** Opening DATASET ENTRIES block **

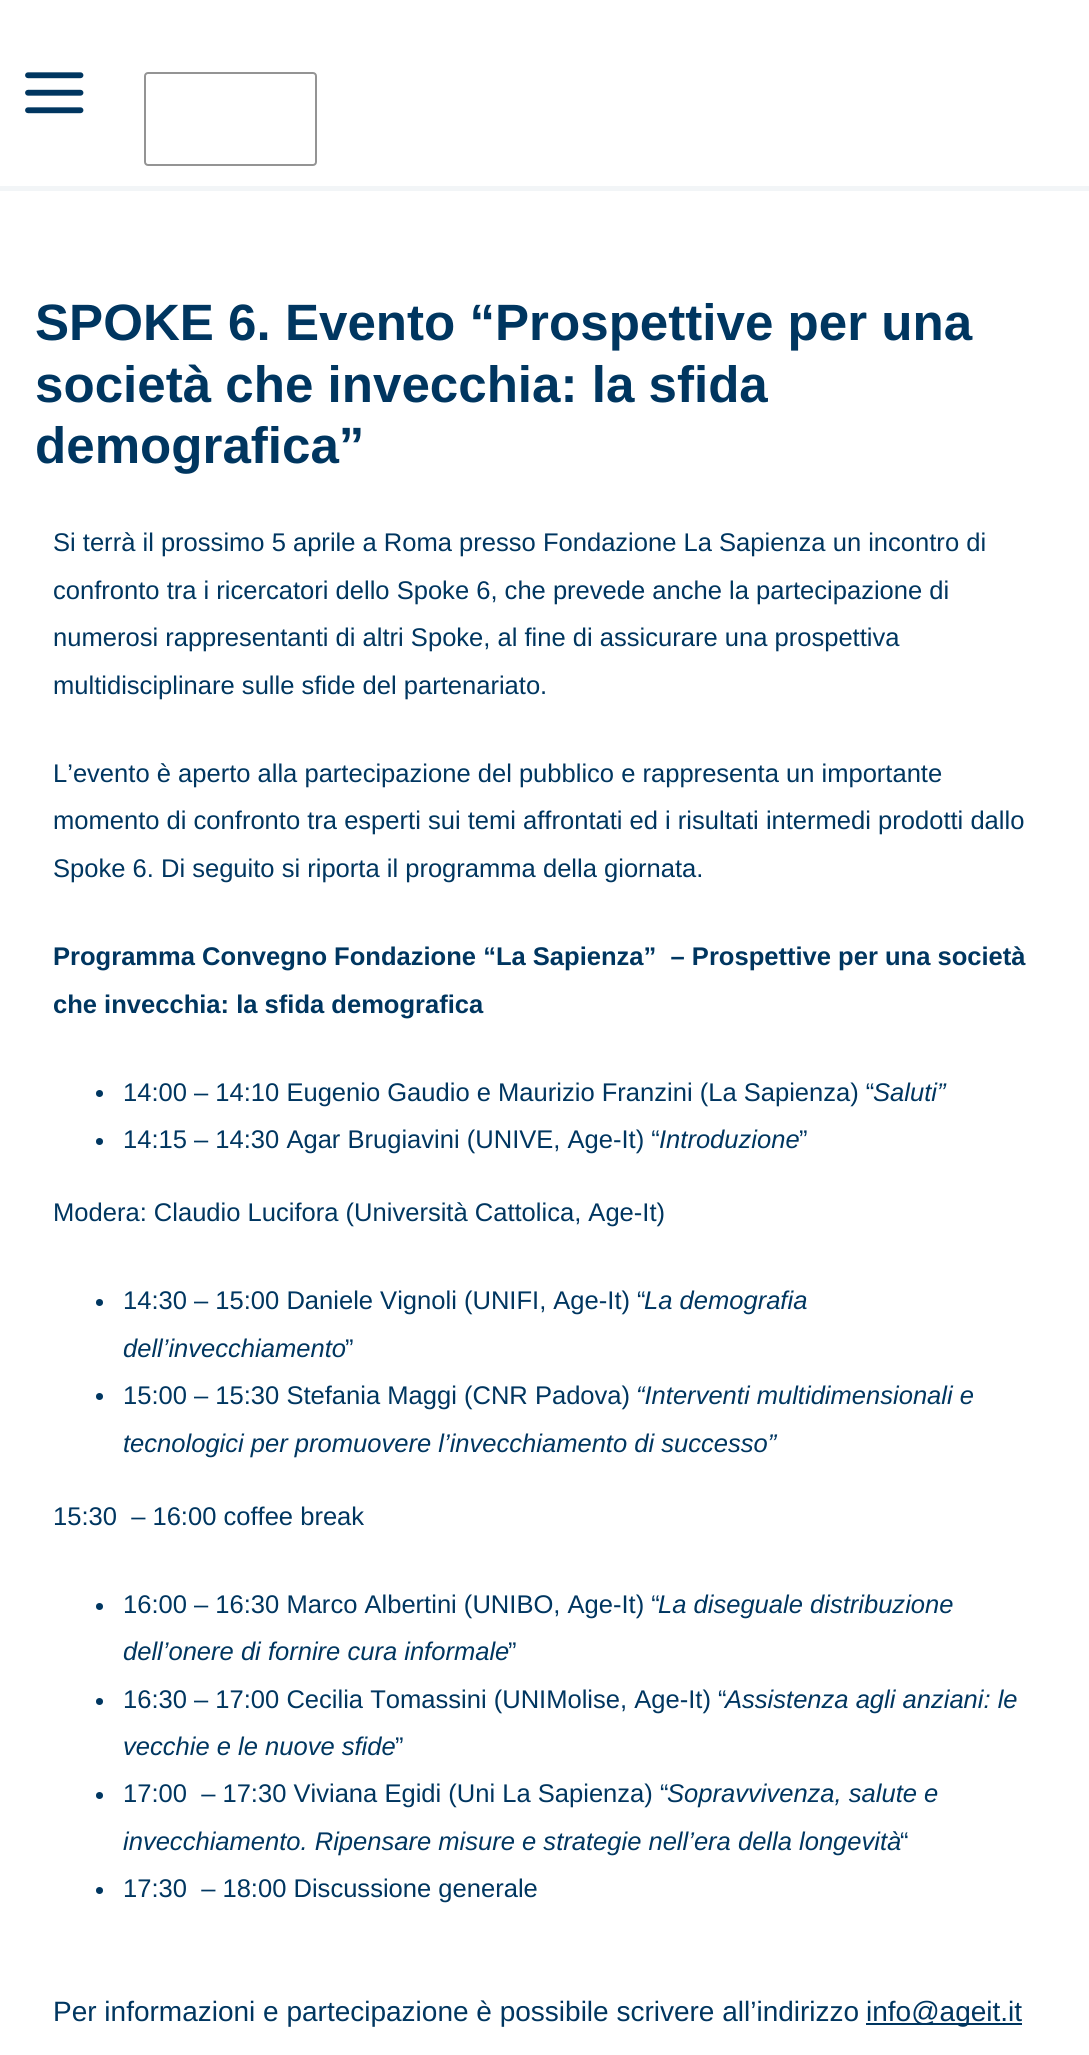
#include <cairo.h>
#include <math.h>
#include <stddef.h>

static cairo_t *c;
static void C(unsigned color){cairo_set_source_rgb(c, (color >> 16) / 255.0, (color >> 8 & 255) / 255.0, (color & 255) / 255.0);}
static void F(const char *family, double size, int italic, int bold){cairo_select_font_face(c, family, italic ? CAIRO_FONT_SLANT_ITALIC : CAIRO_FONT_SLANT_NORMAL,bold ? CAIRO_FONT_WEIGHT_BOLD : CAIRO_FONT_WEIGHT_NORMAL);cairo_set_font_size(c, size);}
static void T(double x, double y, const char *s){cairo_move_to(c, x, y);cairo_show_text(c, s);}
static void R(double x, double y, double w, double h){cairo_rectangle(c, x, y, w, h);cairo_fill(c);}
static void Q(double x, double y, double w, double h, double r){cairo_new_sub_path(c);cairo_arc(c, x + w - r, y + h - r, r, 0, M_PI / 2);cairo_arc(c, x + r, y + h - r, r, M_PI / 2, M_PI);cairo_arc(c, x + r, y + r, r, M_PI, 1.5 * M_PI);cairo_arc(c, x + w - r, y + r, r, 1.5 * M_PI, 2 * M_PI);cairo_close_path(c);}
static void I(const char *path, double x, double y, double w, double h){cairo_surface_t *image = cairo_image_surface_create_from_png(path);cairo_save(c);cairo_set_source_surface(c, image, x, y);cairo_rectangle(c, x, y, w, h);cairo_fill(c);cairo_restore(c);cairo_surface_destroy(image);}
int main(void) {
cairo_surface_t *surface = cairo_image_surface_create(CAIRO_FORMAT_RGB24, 1089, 2055);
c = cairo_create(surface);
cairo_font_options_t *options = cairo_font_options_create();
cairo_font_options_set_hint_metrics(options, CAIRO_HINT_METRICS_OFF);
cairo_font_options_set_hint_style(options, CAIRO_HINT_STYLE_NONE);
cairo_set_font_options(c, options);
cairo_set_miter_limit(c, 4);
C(0xffffff);
cairo_paint(c);
C(0xf2f5f7);
R(0,186,1089,5);
I("1.png",25,72,59,42);
Q(145,73,171,92,3);
C(0x949494);
cairo_stroke(c);
F("Liberation Sans",51.1,0,1);
C(0x003660);
T(35,340,"SPOKE 6. Evento “Prospettive per una");
T(35,402,"società che invecchia: la sfida");
T(35,463,"demografica”");
F("Liberation Sans",25.55,0,0);
T(53,551,"Si terrà il prossimo 5 aprile a Roma presso Fondazione La Sapienza un incontro di");
T(53,599,"confronto tra i ricercatori dello Spoke 6, che prevede anche la partecipazione di");
T(53,646,"numerosi rappresentanti di altri Spoke, al fine di assicurare una prospettiva");
T(53,694,"multidisciplinare sulle sfide del partenariato.");
T(53,782,"L’evento è aperto alla partecipazione del pubblico e rappresenta un importante");
T(53,829,"momento di confronto tra esperti sui temi affrontati ed i risultati intermedi prodotti dallo");
T(53,877,"Spoke 6. Di seguito si riporta il programma della giornata.");
F("Liberation Sans",25.55,0,1);
T(53,965,"Programma Convegno Fondazione “La Sapienza”  – Prospettive per una società");
T(53,1013,"che invecchia: la sfida demografica");
cairo_new_path(c);
cairo_arc(c,99.5,1093.5,3.5,0,2 * M_PI);
cairo_fill(c);
F("Liberation Sans",25.55,0,0);
T(123,1101,"14:00 – 14:10 Eugenio Gaudio e Maurizio Franzini (La Sapienza) “");
F("Liberation Sans",25.55,1,0);
T(873,1101,"Saluti”");
F("Liberation Sans",25.55,0,0);
T(123,1148,"14:15 – 14:30 Agar Brugiavini (UNIVE, Age-It) “");
F("Liberation Sans",25.55,1,0);
T(659,1148,"Introduzione");
F("Liberation Sans",25.55,0,0);
T(799,1148,"”");
cairo_new_path(c);
cairo_arc(c,99.5,1141.5,3.5,0,2 * M_PI);
cairo_fill(c);
T(53,1221,"Modera: Claudio Lucifora (Università Cattolica, Age-It)");
cairo_new_path(c);
cairo_arc(c,99.5,1302.5,3.5,0,2 * M_PI);
cairo_fill(c);
T(123,1309,"14:30 – 15:00 Daniele Vignoli (UNIFI, Age-It) “");
F("Liberation Sans",25.55,1,0);
T(644,1309,"La demografia");
T(123,1357,"dell’invecchiamento");
F("Liberation Sans",25.55,0,0);
T(345,1357,"”");
cairo_new_path(c);
cairo_arc(c,99.5,1396.5,3.5,0,2 * M_PI);
cairo_fill(c);
T(123,1404,"15:00 – 15:30 Stefania Maggi (CNR Padova)");
F("Liberation Sans",25.55,1,0);
T(636,1404,"“Interventi multidimensionali e");
T(123,1452,"tecnologici per promuovere l’invecchiamento di successo”");
F("Liberation Sans",25.55,0,0);
T(53,1525,"15:30  – 16:00 coffee break");
cairo_new_path(c);
cairo_arc(c,99.5,1606.5,3.5,0,2 * M_PI);
cairo_fill(c);
T(123,1613,"16:00 – 16:30 Marco Albertini (UNIBO, Age-It) “");
F("Liberation Sans",25.55,1,0);
T(658,1613,"La diseguale distribuzione");
T(123,1660,"dell’onere di fornire cura informale");
F("Liberation Sans",25.55,0,0);
T(508,1660,"”");
cairo_new_path(c);
cairo_arc(c,99.5,1701.5,3.5,0,2 * M_PI);
cairo_fill(c);
T(123,1708,"16:30 – 17:00 Cecilia Tomassini (UNIMolise, Age-It) “");
F("Liberation Sans",25.55,1,0);
T(725,1708,"Assistenza agli anziani: le");
T(123,1755,"vecchie e le nuove sfide");
F("Liberation Sans",25.55,0,0);
T(395,1755,"”");
cairo_new_path(c);
cairo_arc(c,99.5,1795.5,3.5,0,2 * M_PI);
cairo_fill(c);
T(123,1802,"17:00  – 17:30 Viviana Egidi (Uni La Sapienza) “");
F("Liberation Sans",25.55,1,0);
T(667,1802,"Sopravvivenza, salute e");
T(123,1850,"invecchiamento. Ripensare misure e strategie nell’era della longevità");
F("Liberation Sans",25.55,0,0);
T(900,1850,"“");
cairo_new_path(c);
cairo_arc(c,99.5,1890.5,3.5,0,2 * M_PI);
cairo_fill(c);
T(123,1897,"17:30  – 18:00 Discussione generale");
F("Liberation Sans",28,0,0);
T(53,2021,"Per informazioni e partecipazione è possibile scrivere all’indirizzo");
R(866,2023,156,2);
T(866,2021,"info@ageit.it");
cairo_surface_write_to_png(surface, "o.png");
cairo_font_options_destroy(options);
cairo_destroy(c);
cairo_surface_destroy(surface);
return 0;
}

** Closing DATASET ENTRIES block **

*WHAT IS REQUIRED:*
Look above for the line with "static void T(double"; retype exactly that line, every line after it up to the line with "static void R(double", and that line too, nothing else.

*OUTPUT FOR THIS TASK:*
static void T(double x, double y, const char *s){cairo_move_to(c, x, y);cairo_show_text(c, s);}
static void R(double x, double y, double w, double h){cairo_rectangle(c, x, y, w, h);cairo_fill(c);}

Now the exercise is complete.